The lamellae may also be tipped so as to align themselves with the rays of the x-ray radiation.

Thus it is another object of the invention to provide the foregoing benefits in a grid of high efficiency where a minimum amount of radiation is absorbed by the lamellae.

Other objects, advantages, and features of the present invention will become apparent from the following specification when taken in conjunction with the accompanying drawings.
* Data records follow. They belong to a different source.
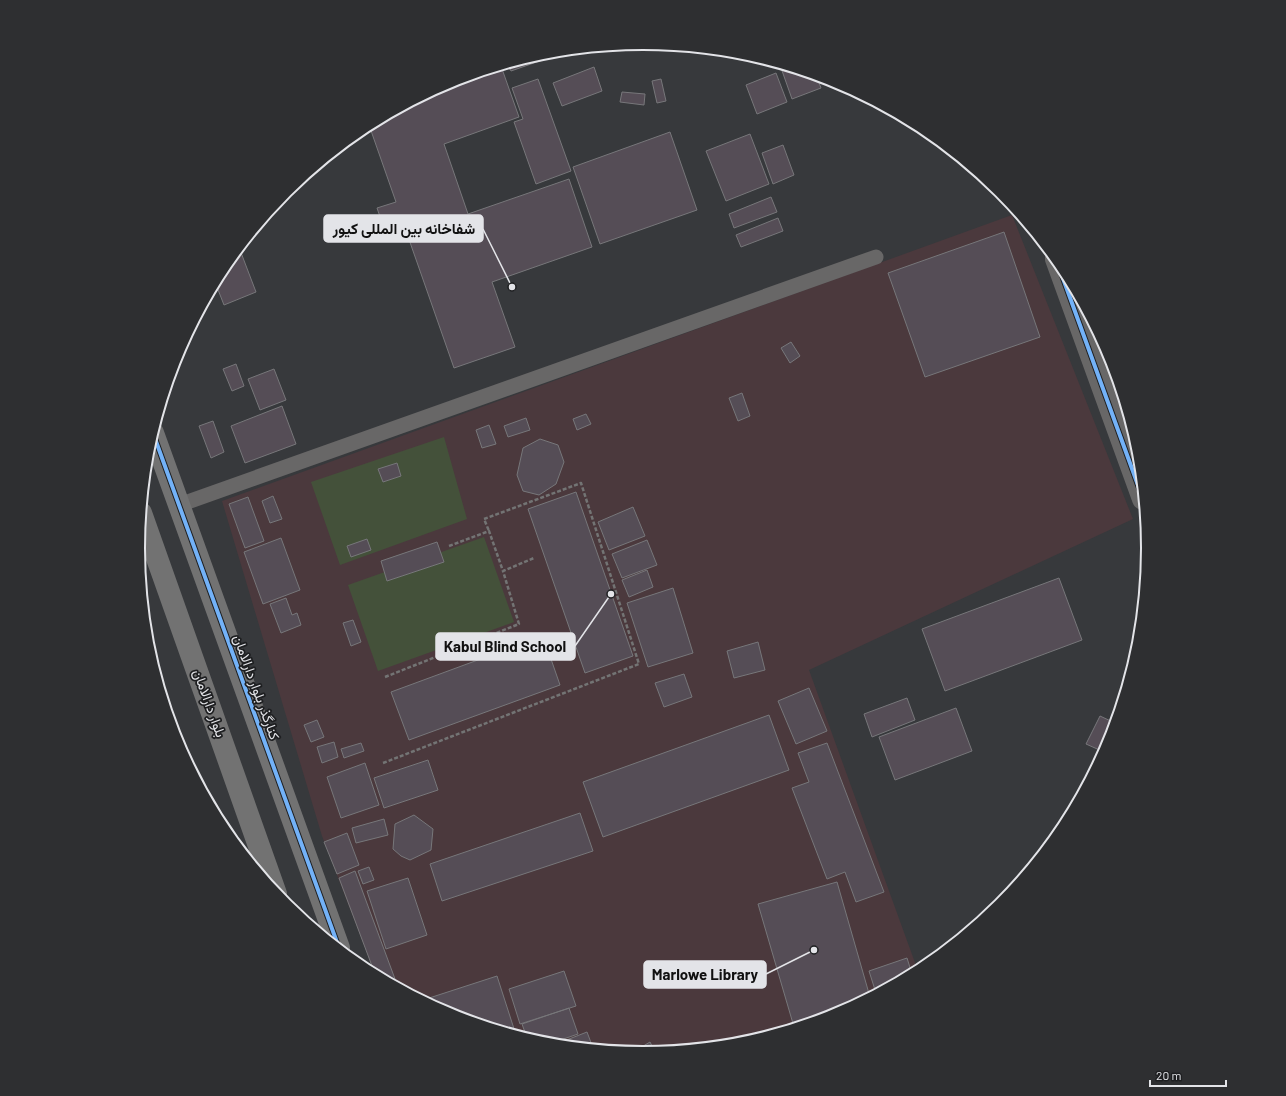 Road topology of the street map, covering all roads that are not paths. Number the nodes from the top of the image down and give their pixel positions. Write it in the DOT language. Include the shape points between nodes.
graph roads {
  1 [pos="876,257"];
  2 [pos="1065,285"];
  3 [pos="1115,388"];
  4 [pos="1108,402"];
  5 [pos="157,443"];
  6 [pos="1137,482"];
  7 [pos="179,505"];
  8 [pos="146,524"];
  9 [pos="270,877"];
  10 [pos="336,940"];
  1 -- 7 [label="lane"];
  2 -- 4 [label="street"];
  3 -- 4 [label="street"];
  4 -- 6 [label="street"];
  5 -- 7 [label="street, کنارگذر بلوار دارالامان"];
  7 -- 10 [label="street, کنارگذر بلوار دارالامان"];
  8 -- 9 [label="street, بلوار دارالامان"];
} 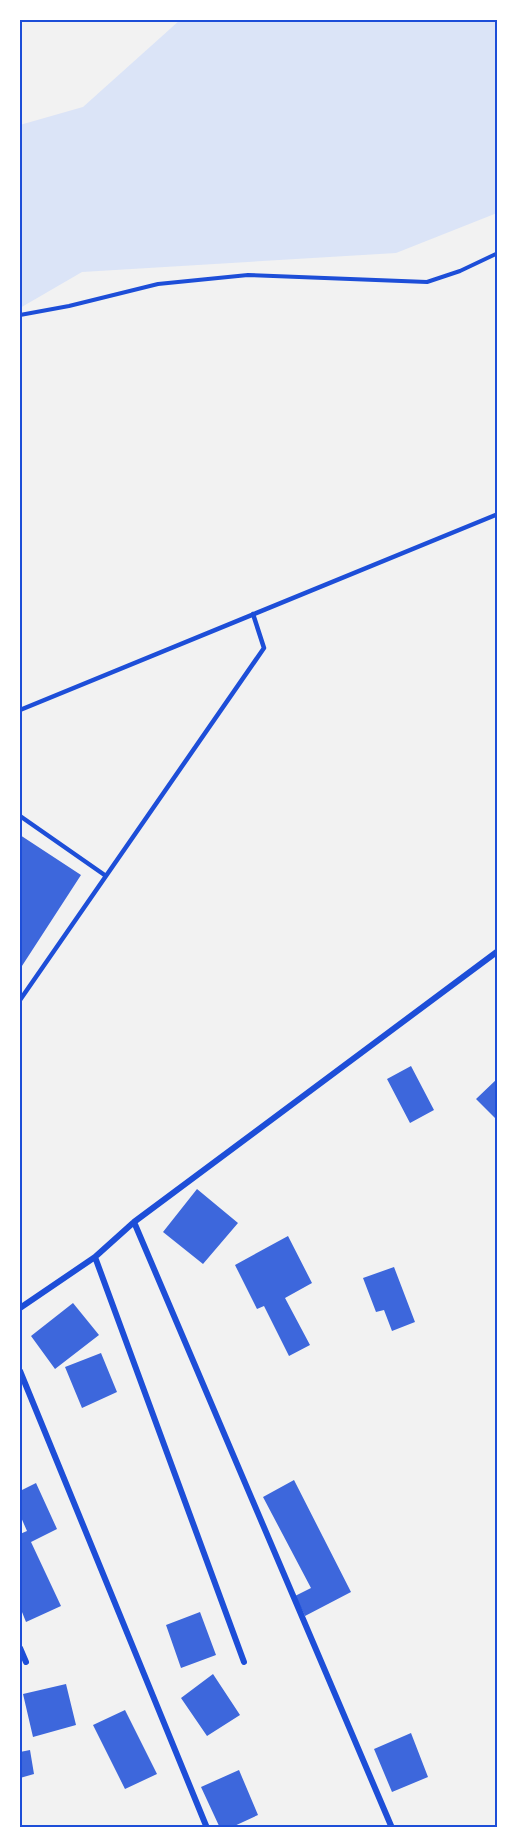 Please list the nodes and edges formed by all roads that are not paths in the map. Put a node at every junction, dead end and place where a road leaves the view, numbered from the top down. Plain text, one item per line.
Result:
1 (498, 514) edge
2 (253, 614) junction
3 (20, 710) edge
4 (20, 816) edge
5 (106, 876) junction
6 (498, 951) edge
7 (20, 1000) edge
8 (134, 1222) junction
9 (95, 1257) junction
10 (20, 1308) edge
11 (20, 1371) edge
12 (20, 1648) edge
13 (26, 1662) dead end
14 (244, 1662) dead end
15 (207, 1827) edge
16 (392, 1827) edge

1 - 2 lane
2 - 3 lane
2 - 5 lane
4 - 5 lane
5 - 7 lane
6 - 8 street
8 - 9 street
8 - 16 street
9 - 10 street
9 - 14 street
11 - 15 street
12 - 13 street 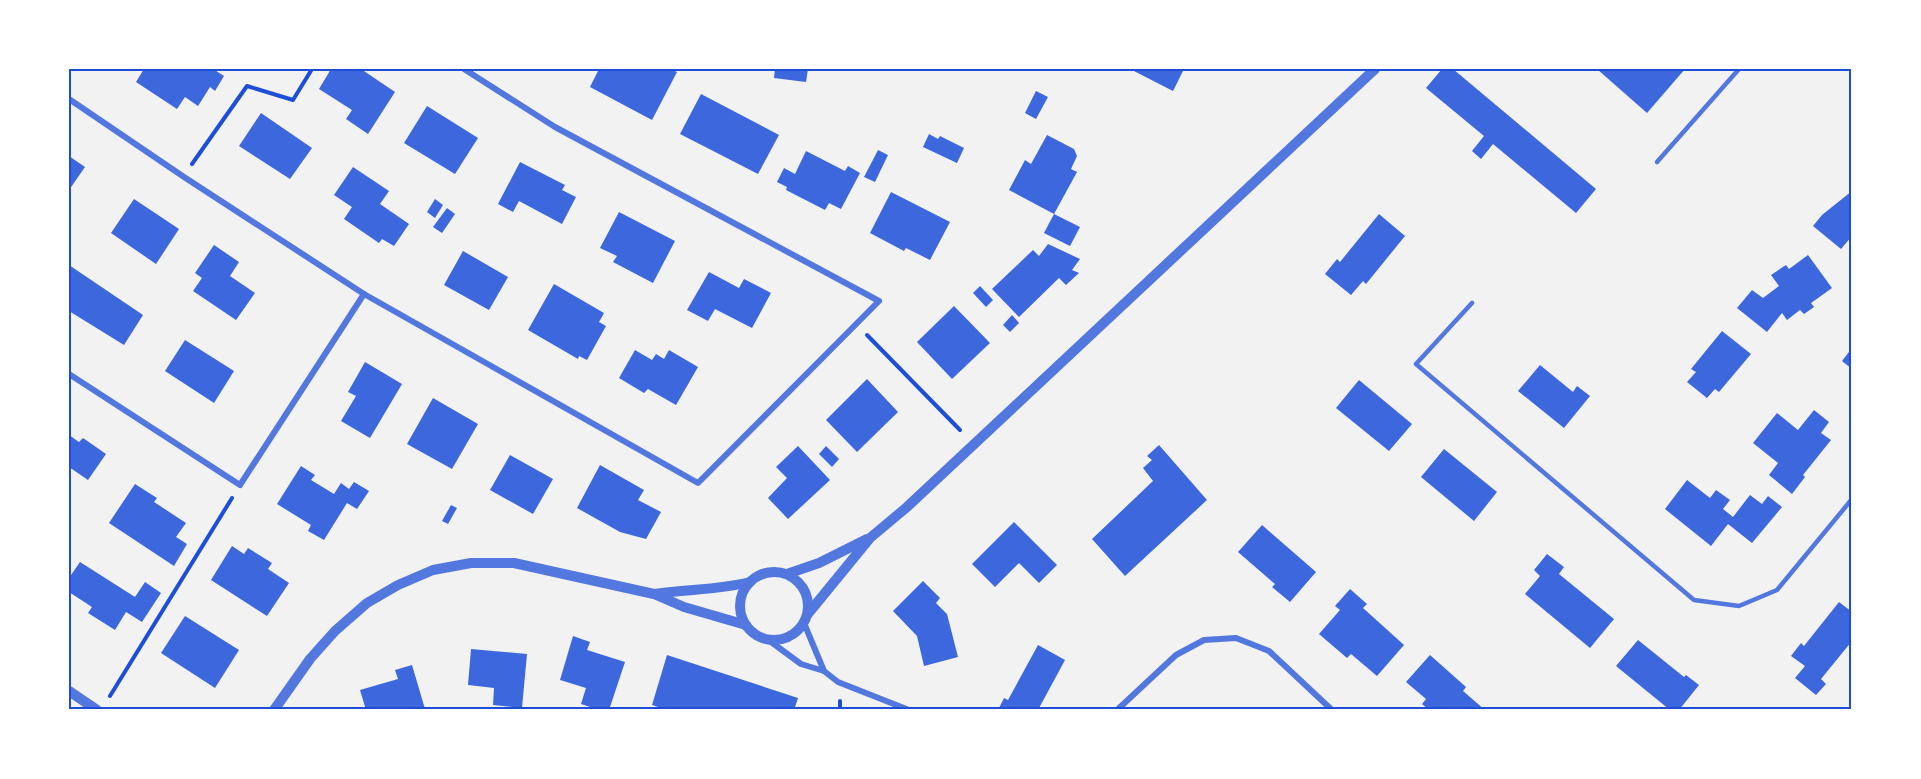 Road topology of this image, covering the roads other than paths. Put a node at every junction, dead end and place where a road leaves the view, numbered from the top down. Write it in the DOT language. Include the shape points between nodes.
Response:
graph roads {
  1 [pos="464,69"];
  2 [pos="1376,69"];
  3 [pos="1739,69"];
  4 [pos="69,99"];
  5 [pos="1656,162"];
  6 [pos="364,294"];
  7 [pos="1472,303"];
  8 [pos="69,374"];
  9 [pos="1852,499"];
  10 [pos="870,538"];
  11 [pos="787,574"];
  12 [pos="750,582"];
  13 [pos="654,594"];
  14 [pos="806,619"];
  15 [pos="746,625"];
  16 [pos="767,639"];
  17 [pos="824,671"];
  18 [pos="69,691"];
  19 [pos="97,710"];
  20 [pos="274,710"];
  21 [pos="909,710"];
  22 [pos="1117,710"];
  23 [pos="1332,710"];
  1 -- 6 [label="street" via="555,127 879,301 698,483"];
  2 -- 10 [label="street"];
  3 -- 5 [label="lane"];
  4 -- 6 [label="street"];
  6 -- 8 [label="street" via="240,485"];
  7 -- 9 [label="lane" via="1416,364 1694,600 1739,606 1777,590"];
  10 -- 11 [label="street"];
  10 -- 14 [label="street"];
  11 -- 12 [label="street" via="771,572"];
  11 -- 14 [label="street" via="805,590"];
  12 -- 13 [label="street"];
  12 -- 15 [label="street" via="740,603"];
  13 -- 15 [label="street"];
  13 -- 20 [label="street" via="514,563 471,563 433,570 367,603 342,624 310,659"];
  14 -- 16 [label="street" via="792,635"];
  14 -- 17 [label="street"];
  15 -- 16 [label="street"];
  16 -- 17 [label="street" via="801,664"];
  17 -- 21 [label="street" via="838,682"];
  18 -- 19 [label="street"];
  22 -- 23 [label="street" via="1176,655 1204,640 1236,638 1269,651"];
} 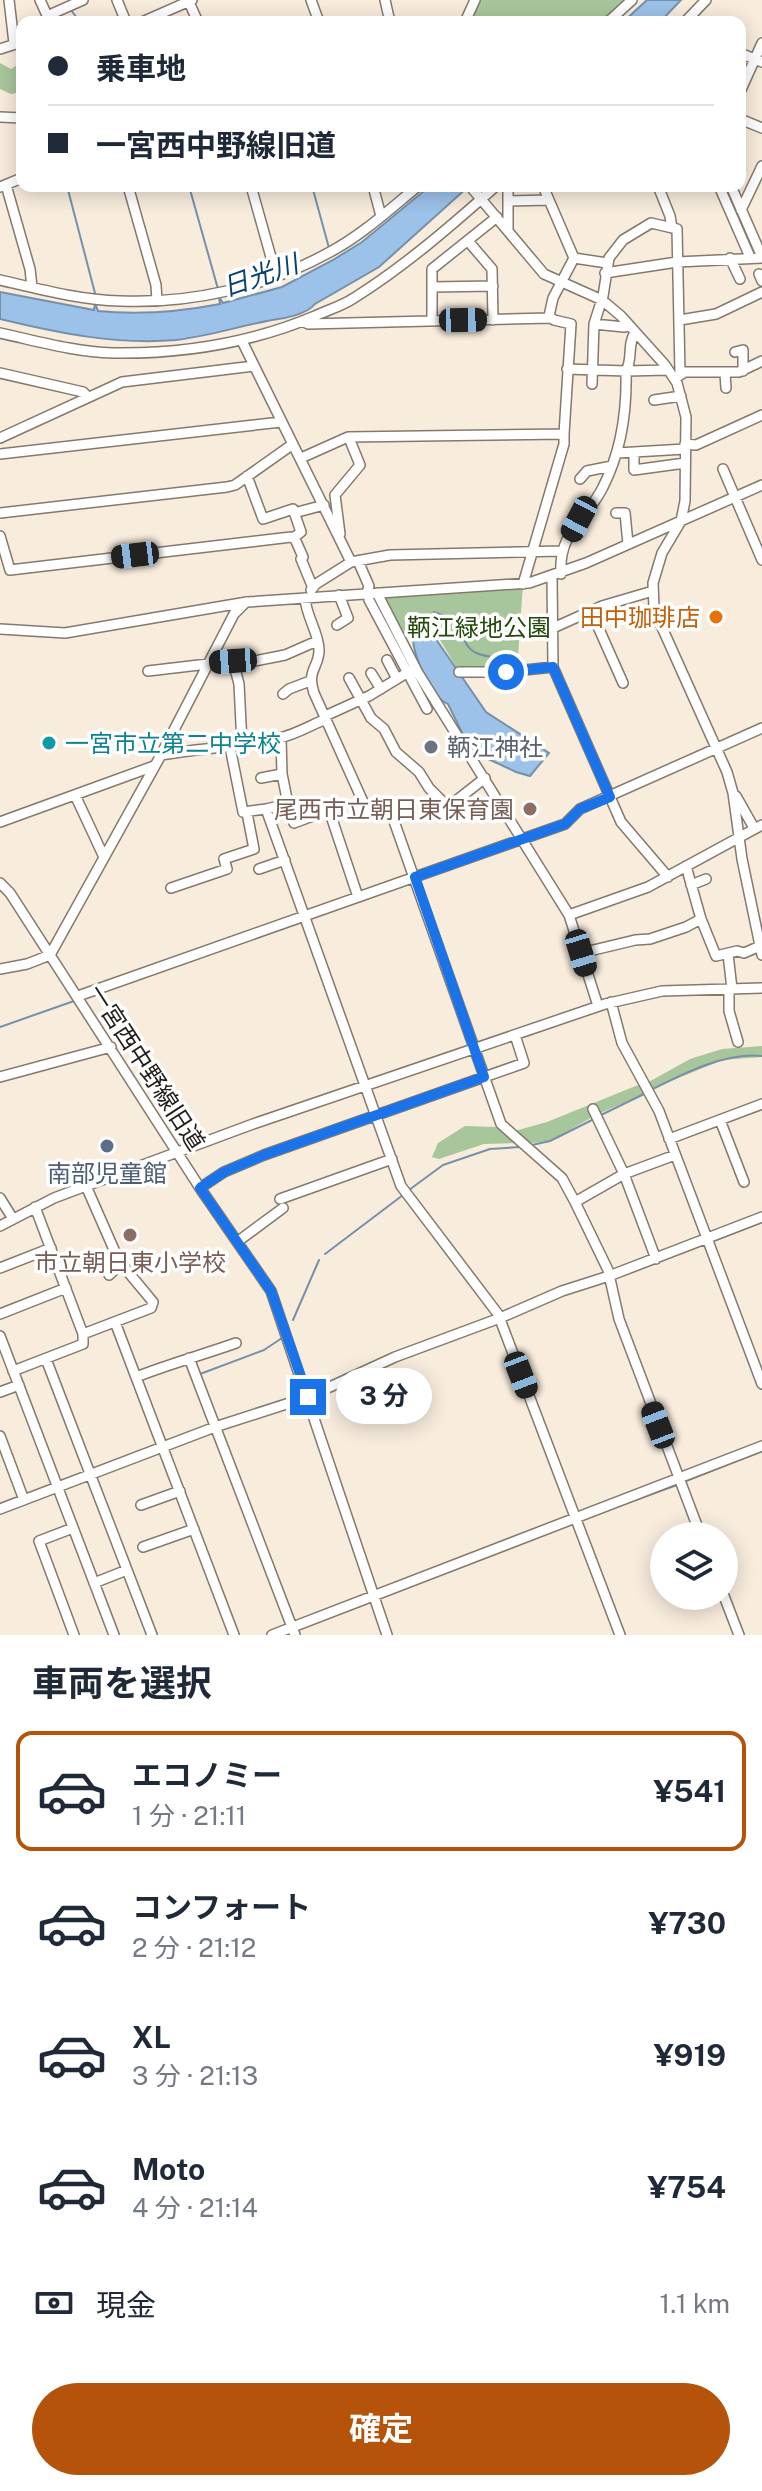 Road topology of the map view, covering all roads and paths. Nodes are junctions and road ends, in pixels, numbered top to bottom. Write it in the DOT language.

FIG. 1 is a simplified perspective view of a scanning radiographic system showing an x-ray source for producing a fan beam to be received by a detector array;

FIG. 2 is a schematic view of the path of the x-ray beams from the x-ray source to the detector array showing placement of a collimating slit, a scatter reducing slot, and a grid per the present invention;

FIG. 3 is a perspective view of the slot and grid of FIG. 2 showing diagonal placement of the lamellae of the grid and the positioning of the grid over the detector array;

FIGS. 4(a), 4(b) and 4(c) are plan pictorial representations of the grid of FIGS. 2 and 3 showing different grid patterns suitable for use in the present invention; and

FIG. 5 is a perspective view of a single lamellae of FIGS. 3 and 4 showing the canting of the lamellae to align with the rays of the x-ray source.

Referring to FIG. 1, a scanning radiography instrument 10 includes a polychromatic x-ray source 12 and a dual energy detector array 13, both of which are mounted on a common carriage 14 which extends on either side of a supine patient 16. The carriage 14 is automatically operated, as by stepping motors, so as to scan the patient 16 along a scanning axis 19. In studying the human vertebra, the scan is preferably taken from the side of the patient 16, so as to provide a lateral scan of the vertebra 20 of the patient 16. In studying the lungs, (not shown) the scan is preferably taken vertically so as to provide an anterior/posterior scan of the patient 16.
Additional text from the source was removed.